- [Exercise goal]: Tally the lines below that contain the word "جنوبی", then give the tally and nothing more.

+++ Exercise inputs +++

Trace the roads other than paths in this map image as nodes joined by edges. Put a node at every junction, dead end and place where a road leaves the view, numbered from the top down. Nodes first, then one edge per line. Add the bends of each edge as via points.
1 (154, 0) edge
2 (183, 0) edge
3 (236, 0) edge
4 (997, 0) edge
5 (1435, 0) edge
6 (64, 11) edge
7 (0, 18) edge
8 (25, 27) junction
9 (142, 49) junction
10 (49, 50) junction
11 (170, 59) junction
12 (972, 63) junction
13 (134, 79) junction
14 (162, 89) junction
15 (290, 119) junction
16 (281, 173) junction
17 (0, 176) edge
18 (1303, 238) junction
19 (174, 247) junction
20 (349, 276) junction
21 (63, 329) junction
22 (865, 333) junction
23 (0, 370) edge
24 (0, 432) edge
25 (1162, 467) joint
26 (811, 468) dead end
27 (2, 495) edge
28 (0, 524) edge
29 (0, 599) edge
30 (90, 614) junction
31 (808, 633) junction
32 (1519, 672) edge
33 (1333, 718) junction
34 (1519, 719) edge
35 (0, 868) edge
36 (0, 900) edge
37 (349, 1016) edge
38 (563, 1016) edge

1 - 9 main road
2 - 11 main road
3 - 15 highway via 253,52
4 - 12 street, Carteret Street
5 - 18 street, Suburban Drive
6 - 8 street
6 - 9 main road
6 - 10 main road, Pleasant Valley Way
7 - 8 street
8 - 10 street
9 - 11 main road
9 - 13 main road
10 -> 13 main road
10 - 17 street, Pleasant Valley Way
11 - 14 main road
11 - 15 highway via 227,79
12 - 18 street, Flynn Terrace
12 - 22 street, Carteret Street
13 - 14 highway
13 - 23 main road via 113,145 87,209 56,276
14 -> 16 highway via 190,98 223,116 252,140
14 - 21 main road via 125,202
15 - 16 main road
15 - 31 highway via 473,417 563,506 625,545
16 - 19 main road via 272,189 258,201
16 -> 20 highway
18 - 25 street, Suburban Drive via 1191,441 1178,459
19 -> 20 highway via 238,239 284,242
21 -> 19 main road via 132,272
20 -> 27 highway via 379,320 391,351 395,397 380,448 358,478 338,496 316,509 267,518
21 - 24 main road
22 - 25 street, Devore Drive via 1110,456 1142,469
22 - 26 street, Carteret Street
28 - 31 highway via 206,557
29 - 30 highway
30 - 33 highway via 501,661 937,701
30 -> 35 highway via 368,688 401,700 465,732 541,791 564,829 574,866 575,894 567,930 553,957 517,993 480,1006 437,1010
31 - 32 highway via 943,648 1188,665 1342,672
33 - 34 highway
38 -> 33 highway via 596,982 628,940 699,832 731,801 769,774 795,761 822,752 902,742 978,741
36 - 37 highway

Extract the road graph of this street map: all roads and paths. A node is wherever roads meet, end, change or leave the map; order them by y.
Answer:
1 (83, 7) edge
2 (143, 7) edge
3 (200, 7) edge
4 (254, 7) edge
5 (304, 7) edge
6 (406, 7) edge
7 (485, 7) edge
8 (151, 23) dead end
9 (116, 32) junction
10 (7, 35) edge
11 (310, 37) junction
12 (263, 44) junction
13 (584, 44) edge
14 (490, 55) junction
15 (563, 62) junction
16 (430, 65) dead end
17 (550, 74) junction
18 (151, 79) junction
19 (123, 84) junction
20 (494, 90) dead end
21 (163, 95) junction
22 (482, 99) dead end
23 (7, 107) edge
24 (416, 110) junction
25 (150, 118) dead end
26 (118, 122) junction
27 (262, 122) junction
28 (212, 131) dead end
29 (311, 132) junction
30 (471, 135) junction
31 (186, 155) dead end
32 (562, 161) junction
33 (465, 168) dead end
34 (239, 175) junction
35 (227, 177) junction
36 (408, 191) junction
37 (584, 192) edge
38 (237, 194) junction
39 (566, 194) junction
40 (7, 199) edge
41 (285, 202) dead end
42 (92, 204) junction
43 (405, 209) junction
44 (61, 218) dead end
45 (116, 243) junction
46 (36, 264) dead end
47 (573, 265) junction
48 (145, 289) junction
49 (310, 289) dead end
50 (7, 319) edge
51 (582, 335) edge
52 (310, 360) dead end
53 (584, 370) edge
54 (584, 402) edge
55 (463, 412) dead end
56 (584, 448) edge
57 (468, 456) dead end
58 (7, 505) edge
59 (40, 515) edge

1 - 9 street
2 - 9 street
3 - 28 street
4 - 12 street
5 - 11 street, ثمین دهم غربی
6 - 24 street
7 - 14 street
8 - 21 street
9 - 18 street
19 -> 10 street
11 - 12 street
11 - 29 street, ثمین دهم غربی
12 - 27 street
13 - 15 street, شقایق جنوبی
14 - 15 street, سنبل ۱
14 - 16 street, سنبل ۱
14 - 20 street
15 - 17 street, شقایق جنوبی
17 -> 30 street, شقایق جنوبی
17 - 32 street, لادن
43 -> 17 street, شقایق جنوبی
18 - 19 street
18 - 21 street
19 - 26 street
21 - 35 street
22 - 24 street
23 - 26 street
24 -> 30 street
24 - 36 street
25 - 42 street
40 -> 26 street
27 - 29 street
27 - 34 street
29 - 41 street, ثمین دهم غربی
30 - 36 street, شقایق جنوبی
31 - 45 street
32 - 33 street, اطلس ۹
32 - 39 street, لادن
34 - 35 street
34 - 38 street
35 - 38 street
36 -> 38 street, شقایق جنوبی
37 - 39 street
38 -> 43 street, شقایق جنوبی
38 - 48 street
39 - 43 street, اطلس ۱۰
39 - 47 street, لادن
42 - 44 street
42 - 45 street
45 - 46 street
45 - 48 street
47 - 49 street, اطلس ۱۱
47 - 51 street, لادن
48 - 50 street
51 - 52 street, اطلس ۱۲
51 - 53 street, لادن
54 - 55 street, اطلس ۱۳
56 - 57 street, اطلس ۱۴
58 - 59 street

+++

- [Result of the exercise]: 7